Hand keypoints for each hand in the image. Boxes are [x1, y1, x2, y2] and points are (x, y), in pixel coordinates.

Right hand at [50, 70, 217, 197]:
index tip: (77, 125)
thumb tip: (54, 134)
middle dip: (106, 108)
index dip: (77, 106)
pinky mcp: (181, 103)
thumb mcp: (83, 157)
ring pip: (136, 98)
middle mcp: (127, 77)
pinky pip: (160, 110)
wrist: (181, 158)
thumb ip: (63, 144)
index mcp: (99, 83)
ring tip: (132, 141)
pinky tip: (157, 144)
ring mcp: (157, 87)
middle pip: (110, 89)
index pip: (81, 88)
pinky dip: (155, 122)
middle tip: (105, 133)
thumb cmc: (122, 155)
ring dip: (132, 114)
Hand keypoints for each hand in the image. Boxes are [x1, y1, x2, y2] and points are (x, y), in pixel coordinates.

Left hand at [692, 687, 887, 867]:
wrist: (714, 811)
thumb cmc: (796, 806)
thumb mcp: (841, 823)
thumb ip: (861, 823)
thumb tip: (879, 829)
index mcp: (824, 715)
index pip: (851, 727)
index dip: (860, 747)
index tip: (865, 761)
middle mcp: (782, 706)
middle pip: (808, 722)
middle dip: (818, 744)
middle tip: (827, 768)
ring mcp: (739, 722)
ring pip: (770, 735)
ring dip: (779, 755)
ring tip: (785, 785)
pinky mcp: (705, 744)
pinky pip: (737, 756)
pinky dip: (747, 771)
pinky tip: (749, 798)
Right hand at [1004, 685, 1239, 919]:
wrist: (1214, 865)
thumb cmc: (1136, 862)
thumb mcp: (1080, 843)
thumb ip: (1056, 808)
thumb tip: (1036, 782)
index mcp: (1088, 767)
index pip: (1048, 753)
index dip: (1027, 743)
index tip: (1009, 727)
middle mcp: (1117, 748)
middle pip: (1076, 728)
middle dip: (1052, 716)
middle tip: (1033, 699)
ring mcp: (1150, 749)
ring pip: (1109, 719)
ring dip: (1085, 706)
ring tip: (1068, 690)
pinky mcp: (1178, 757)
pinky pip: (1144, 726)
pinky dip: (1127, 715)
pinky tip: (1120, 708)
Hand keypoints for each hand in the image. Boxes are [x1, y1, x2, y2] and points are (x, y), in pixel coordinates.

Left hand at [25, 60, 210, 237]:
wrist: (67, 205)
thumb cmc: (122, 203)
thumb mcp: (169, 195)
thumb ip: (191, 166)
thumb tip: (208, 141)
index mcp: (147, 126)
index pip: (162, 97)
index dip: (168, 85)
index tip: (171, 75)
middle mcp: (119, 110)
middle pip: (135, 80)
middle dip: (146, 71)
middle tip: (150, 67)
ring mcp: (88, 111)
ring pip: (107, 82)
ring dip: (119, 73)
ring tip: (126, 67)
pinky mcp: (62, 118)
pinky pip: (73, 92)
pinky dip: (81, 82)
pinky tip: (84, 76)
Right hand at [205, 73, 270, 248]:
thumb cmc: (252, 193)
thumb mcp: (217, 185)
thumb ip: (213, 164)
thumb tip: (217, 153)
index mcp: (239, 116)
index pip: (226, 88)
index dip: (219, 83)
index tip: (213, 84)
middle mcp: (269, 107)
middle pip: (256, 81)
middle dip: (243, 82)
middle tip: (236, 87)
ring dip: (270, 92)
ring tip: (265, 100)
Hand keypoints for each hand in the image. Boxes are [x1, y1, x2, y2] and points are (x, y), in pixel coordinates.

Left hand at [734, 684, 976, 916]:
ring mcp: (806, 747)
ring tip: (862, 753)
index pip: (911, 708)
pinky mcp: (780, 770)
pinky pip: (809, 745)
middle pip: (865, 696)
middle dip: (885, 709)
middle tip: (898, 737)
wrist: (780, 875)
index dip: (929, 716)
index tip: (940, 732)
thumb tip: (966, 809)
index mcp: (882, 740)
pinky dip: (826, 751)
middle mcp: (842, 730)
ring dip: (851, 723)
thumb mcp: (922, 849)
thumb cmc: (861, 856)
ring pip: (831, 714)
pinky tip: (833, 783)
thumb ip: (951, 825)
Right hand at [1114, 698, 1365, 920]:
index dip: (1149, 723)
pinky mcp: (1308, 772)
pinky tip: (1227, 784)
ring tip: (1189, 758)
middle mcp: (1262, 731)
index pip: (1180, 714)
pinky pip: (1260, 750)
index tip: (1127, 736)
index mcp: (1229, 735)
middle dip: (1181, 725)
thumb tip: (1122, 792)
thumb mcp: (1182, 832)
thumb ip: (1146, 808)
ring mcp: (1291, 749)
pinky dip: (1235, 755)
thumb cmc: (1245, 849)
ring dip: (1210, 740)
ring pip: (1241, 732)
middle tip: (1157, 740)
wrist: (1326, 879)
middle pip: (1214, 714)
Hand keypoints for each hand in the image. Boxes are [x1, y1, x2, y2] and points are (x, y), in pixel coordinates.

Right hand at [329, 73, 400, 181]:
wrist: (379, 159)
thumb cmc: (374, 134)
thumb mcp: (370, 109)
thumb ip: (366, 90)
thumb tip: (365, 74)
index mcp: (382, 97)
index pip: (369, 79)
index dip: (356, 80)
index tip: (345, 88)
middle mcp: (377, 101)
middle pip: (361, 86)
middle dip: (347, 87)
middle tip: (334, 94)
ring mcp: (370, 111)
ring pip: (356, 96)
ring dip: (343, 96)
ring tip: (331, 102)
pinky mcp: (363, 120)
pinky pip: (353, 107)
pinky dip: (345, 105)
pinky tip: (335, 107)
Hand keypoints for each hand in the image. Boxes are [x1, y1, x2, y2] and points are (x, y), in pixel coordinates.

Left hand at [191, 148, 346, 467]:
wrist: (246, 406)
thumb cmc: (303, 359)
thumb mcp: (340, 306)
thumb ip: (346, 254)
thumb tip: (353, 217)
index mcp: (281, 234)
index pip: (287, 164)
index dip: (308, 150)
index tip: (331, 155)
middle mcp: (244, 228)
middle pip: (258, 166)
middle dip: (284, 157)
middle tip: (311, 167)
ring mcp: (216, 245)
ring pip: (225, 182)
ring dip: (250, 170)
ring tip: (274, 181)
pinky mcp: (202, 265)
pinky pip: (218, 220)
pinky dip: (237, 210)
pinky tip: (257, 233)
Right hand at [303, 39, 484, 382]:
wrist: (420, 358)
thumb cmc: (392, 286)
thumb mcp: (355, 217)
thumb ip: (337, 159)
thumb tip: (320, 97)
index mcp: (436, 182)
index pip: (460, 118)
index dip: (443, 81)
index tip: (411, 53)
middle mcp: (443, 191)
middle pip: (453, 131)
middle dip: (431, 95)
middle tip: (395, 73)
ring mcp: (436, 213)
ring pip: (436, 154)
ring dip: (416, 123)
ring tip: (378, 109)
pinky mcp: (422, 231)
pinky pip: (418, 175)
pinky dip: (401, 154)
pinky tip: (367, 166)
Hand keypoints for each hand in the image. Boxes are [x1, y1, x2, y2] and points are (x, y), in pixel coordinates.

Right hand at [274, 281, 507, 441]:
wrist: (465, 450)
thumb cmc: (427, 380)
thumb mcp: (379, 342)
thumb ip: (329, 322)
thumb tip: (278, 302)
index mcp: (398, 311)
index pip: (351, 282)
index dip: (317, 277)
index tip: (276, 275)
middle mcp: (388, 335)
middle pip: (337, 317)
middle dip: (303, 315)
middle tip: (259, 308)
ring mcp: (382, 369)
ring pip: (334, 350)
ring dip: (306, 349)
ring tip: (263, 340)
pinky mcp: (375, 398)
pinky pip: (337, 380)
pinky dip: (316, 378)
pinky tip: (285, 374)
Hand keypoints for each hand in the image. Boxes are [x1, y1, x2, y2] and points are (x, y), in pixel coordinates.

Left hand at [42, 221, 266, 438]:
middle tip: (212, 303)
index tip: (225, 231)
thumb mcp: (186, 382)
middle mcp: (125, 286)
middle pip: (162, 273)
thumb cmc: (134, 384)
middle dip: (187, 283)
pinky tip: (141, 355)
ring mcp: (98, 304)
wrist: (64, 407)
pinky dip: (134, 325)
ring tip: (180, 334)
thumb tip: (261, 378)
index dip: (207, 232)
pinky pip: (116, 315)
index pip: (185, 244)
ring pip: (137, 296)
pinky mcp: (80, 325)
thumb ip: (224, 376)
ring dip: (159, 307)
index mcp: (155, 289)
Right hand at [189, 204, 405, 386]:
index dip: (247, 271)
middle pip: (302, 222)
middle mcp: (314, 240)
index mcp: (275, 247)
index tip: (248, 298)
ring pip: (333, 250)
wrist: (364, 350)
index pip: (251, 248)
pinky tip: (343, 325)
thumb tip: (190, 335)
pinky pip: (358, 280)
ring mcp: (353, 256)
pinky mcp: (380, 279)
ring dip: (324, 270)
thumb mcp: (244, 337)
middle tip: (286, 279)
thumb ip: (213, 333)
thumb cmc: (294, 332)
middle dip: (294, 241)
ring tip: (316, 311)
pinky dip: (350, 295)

┄┄┄┄┄┄┄┄┄┄

--- Your goal ---
In the data, find how many lines hold the string "Right", and answer with the number only.

--- Written reply ---
8